_WHAT IS REQUIRED:_ Please find every line of the listing below where "Береговая" occurs and copy it.

_DATASET CONTENT:_
※ ※ ※

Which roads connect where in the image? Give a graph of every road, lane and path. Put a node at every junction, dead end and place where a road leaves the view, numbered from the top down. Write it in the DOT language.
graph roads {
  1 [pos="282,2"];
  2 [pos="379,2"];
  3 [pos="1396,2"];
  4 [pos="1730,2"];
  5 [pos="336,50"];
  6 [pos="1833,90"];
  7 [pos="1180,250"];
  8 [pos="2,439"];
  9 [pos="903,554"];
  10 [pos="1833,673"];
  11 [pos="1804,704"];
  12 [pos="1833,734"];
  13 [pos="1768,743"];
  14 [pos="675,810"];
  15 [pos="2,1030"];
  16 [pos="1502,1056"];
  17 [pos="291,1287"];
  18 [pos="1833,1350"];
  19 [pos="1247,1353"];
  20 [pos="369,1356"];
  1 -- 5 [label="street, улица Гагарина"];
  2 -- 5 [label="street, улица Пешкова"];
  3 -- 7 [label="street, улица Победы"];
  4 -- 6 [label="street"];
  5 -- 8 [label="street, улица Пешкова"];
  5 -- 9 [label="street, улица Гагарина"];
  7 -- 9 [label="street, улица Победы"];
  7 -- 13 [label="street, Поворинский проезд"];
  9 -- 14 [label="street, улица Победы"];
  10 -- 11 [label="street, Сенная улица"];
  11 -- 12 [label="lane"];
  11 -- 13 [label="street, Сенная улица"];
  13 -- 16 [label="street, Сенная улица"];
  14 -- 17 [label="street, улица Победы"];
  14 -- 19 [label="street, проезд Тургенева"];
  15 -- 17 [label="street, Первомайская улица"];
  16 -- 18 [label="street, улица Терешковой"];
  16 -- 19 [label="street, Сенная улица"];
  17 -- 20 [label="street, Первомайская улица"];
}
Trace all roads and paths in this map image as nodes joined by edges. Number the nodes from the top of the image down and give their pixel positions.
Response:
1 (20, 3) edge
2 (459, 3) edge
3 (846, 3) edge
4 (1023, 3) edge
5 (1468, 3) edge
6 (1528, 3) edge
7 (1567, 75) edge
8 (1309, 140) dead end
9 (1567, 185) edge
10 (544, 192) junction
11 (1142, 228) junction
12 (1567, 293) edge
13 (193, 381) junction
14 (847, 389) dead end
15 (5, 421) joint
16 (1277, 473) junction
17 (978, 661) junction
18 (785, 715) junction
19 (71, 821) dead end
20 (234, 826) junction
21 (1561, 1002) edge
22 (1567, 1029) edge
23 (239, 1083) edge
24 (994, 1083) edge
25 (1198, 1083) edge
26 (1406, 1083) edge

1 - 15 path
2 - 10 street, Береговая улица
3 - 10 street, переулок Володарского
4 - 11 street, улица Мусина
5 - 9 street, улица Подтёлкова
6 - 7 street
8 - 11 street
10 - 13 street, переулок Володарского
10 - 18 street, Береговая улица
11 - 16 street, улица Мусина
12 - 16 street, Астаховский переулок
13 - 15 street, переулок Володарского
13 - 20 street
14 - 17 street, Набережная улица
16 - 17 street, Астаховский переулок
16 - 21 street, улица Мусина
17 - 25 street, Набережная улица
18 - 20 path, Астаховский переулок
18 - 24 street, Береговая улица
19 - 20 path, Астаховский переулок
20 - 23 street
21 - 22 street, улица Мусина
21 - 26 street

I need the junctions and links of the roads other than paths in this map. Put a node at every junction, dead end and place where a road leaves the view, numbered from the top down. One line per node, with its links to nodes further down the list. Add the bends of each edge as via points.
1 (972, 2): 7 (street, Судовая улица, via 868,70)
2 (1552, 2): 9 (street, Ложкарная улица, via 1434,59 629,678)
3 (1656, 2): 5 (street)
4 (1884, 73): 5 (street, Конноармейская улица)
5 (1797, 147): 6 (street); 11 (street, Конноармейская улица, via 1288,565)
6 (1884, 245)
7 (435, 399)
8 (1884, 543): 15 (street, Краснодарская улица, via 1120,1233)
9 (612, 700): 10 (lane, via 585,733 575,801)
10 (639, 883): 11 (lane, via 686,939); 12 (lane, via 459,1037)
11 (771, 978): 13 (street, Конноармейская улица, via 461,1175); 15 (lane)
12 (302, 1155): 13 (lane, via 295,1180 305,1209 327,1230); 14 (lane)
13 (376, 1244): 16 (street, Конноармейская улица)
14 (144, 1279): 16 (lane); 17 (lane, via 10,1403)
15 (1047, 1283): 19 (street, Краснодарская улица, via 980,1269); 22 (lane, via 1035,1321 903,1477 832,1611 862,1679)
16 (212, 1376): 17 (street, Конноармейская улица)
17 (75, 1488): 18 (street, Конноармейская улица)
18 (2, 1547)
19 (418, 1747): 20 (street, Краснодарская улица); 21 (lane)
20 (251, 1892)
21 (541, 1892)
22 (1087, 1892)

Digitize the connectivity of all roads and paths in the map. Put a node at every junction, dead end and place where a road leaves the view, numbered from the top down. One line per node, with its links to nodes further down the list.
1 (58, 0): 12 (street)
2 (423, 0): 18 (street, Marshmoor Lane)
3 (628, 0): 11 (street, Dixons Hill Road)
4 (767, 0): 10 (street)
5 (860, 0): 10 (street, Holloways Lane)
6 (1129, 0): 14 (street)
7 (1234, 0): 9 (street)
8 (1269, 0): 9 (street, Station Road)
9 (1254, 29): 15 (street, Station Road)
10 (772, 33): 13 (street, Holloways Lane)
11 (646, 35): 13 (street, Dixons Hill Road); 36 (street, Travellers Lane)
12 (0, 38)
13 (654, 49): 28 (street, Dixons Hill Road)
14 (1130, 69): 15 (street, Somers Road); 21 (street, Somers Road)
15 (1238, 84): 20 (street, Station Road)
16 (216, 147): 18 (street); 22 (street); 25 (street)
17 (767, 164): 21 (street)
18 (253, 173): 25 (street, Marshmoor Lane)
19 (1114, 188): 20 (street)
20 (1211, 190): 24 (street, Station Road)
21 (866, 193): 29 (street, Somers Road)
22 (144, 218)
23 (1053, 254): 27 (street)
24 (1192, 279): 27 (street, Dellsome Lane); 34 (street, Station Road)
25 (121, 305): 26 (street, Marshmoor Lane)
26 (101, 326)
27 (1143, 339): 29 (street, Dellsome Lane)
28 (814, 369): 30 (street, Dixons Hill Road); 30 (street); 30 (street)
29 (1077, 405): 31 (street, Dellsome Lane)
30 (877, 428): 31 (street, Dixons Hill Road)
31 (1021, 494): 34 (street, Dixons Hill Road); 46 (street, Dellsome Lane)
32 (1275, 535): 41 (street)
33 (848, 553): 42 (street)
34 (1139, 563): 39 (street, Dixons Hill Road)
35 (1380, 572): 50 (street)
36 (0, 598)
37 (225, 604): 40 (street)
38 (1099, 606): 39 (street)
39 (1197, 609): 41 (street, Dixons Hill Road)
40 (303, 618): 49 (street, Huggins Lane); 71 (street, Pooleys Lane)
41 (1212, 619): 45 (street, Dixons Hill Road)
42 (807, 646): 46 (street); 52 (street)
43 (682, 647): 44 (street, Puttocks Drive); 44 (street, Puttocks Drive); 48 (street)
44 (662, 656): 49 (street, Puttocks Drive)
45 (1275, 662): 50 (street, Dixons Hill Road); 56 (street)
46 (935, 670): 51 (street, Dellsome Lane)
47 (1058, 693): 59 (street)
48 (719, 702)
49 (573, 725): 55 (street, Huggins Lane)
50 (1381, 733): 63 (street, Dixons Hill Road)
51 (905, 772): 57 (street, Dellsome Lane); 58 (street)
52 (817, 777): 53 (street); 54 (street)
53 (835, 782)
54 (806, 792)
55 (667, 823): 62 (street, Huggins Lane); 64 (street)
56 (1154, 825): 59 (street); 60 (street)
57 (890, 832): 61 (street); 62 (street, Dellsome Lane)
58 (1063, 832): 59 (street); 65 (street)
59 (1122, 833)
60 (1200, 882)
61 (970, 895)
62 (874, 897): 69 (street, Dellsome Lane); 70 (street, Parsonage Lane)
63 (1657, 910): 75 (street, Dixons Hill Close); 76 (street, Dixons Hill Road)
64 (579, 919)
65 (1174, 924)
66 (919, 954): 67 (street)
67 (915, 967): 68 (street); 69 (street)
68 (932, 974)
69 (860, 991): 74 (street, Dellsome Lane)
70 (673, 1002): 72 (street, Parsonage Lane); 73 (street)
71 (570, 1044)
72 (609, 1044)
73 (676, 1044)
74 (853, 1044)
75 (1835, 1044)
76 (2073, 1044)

※ ※ ※

_SOLUTION BELOW:_
2 - 10 street, Береговая улица
10 - 18 street, Береговая улица
18 - 24 street, Береговая улица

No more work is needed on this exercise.